Words don't carry meaning. They trigger it.

There's an elegant way to say you did not have sexual relations with that woman. You write it like this:

¬∃x (sexualRelates(x, Lewinsky))

There exists no event with the property of being a sexual relation involving Lewinsky. Precise. Airtight. Unassailable.

On January 26, 1998, the President of the United States tried to say the same thing in plain English. He looked into the camera, pointed his finger, and said: "I did not have sexual relations with that woman, Miss Lewinsky." He meant to end the conversation. Instead, he made six billion people picture exactly the scene he was trying to erase.

The paradox has a name: Plato's Beard. You cannot deny the existence of something without naming it, and the moment you name it you've given it a room in the listener's head. Clinton said "sexual relations" and meant nothing happened. But in every brain on the receiving end, "sexual relations" lit up everything: the Oval Office, the cigar, the dress, the lie. He was doing logic. The brains on the other side were watching a movie.


You'd think people would learn. They don't.

Every day, somewhere online, a woman says: men do X. And a man replies: "not all men." It's the most predictable exchange on the internet. It's also a perfect, self-defeating act of logic.

The man who says "not all men" is trying to write this:

¬∀x (Man(x) → Guilty(x))

Not every man is guilty. Fair enough. Except there's a small problem — a theorem, actually. In predicate logic, negating the universal is equivalent to affirming the particular:

¬∀x (P) ≡ ∃x (¬P)

Which means "not all men" logically entails "some men." You didn't dismantle the accusation. You confirmed it. You tried to pull yourself out of a category while standing in it — Man(x) ∧ ¬Man(x) — which is a contradiction. The very act of saying "not me" places you inside the frame you wanted to reject. The Beard of Plato, proved by calculus.

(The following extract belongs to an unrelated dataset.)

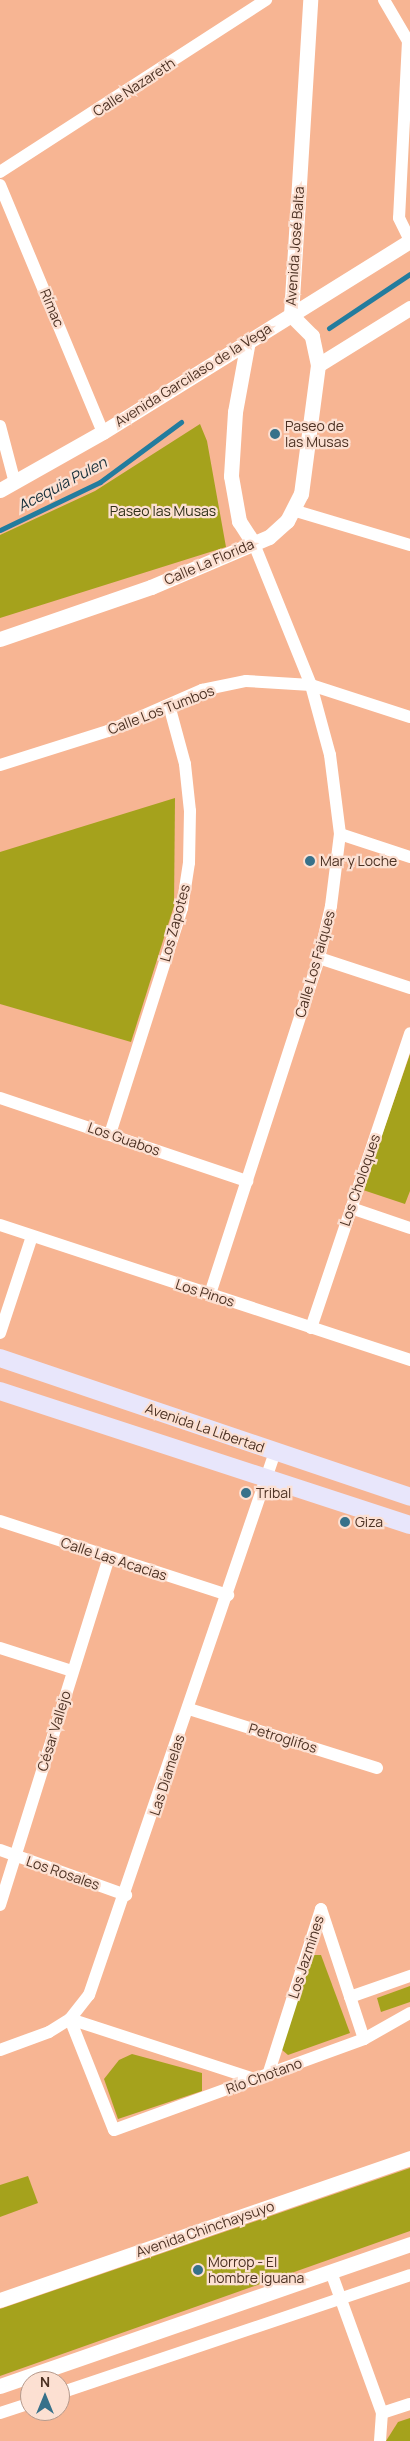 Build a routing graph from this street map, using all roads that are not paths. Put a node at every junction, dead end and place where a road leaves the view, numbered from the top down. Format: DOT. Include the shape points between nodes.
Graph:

It works at the scale of nations, too.

February 2022. Vladimir Putin renames a war. Not an invasion — a "special military operation." The frame was supposed to shrink the thing, make it bureaucratic, containable. Instead, "special military operation" became the internet's universal shorthand for obvious bullshit. And half the world started calling it "Putin's war" — the exact personalization he was trying to avoid. He negated on two fronts and lost both.

The pattern is always the same. Negate, and you activate. Deny, and you define. Clinton, the guy on Twitter, Putin — same mechanism, different scale. From a blowjob to a meme to a war.

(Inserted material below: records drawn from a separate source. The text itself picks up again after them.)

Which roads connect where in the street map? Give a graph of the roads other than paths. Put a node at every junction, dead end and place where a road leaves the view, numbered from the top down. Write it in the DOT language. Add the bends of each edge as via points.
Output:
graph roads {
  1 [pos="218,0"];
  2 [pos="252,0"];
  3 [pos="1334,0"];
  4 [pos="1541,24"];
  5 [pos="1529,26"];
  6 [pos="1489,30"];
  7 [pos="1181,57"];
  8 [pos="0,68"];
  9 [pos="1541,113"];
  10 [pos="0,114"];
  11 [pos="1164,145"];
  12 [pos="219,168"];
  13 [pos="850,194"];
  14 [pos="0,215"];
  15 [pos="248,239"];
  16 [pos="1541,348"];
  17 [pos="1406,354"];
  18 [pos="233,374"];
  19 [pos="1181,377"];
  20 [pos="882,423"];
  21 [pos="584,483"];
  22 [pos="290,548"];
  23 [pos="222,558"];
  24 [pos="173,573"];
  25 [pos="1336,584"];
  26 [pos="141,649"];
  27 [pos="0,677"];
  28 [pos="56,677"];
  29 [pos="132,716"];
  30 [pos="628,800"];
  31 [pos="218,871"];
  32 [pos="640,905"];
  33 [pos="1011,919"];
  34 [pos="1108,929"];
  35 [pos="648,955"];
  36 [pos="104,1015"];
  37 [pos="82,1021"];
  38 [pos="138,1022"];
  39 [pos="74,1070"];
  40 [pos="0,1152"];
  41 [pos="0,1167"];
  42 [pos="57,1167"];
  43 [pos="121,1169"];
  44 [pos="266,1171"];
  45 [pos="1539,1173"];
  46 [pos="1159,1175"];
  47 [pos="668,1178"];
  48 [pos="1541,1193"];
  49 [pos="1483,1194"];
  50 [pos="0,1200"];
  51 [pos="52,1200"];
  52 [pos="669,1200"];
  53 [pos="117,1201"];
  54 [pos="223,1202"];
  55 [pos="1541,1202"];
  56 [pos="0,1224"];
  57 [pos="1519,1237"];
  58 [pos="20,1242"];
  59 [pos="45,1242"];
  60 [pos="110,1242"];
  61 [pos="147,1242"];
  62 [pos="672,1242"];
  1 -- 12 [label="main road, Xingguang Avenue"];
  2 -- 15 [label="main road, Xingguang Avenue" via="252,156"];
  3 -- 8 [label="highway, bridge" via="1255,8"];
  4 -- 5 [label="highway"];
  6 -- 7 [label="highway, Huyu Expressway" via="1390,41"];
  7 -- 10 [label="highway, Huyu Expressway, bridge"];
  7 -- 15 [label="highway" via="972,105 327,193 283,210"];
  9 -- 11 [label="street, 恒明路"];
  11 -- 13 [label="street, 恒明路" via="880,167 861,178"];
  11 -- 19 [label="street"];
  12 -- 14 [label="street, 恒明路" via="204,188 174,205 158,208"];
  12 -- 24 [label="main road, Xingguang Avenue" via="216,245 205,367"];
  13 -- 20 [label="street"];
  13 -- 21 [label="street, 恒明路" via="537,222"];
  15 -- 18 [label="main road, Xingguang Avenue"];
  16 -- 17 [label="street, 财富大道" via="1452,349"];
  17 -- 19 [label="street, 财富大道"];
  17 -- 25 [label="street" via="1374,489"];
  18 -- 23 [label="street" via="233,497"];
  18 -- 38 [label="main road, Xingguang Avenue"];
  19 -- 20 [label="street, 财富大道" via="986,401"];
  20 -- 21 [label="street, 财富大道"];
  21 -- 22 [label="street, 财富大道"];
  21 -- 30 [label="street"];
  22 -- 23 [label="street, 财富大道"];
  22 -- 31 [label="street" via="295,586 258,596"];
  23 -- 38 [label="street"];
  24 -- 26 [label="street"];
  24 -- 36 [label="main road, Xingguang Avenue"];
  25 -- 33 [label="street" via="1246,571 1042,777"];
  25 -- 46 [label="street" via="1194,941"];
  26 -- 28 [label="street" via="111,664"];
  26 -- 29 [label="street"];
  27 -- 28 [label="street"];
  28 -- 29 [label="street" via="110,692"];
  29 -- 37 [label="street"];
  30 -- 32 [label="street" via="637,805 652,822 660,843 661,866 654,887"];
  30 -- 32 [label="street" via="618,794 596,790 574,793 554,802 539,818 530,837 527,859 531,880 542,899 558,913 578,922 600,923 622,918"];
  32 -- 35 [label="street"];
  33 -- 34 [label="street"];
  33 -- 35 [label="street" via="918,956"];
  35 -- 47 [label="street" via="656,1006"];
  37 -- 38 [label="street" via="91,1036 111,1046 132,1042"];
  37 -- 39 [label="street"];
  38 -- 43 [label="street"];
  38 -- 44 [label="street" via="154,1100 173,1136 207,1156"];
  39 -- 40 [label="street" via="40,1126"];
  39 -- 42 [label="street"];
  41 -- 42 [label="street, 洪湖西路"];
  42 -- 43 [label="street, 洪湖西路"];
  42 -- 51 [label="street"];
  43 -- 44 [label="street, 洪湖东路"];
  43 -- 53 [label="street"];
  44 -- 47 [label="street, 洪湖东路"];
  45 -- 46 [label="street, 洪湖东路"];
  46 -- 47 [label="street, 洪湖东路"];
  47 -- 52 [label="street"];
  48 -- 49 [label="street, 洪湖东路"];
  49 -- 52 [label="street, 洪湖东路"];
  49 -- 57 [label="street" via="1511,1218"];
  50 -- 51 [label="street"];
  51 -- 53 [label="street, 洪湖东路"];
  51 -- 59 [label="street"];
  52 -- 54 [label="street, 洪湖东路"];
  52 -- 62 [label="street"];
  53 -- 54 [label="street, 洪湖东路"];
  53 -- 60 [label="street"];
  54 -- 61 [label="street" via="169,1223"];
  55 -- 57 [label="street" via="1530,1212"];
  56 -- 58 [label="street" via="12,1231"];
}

This is where a reasonable person steps in and says: "but the facts speak for themselves." This is also, historically, the point at which the reasonable person loses the election.

Being right is not enough. Not because people are stupid — that's the story losers tell themselves. But because "being right" presupposes a common ground where reasons hold. And that ground is not a given. It has to be built. With stories.

Words don't carry meaning. They evoke it. They don't open the right page in a dictionary inside your head. They throw you into an encyclopedia you've been building for thirty years, and from there you're on your own. Daniel Kahneman won a Nobel proving this with embarrassing clarity: same problem, same numbers, different words — different decisions. Change the frame, change the choice. With naked arithmetic. Now imagine what happens when the problem isn't math but immigration, taxes, identity.


This blog starts here.

From the idea that communication doesn't transfer messages — it triggers stories. That words are not packages to deliver but switches to flip, and what lights up depends on whose head you're entering.

The stories that govern us are not the ones we tell ourselves. They're the ones we don't know we're listening to.

How many of the stories in your head did you actually choose?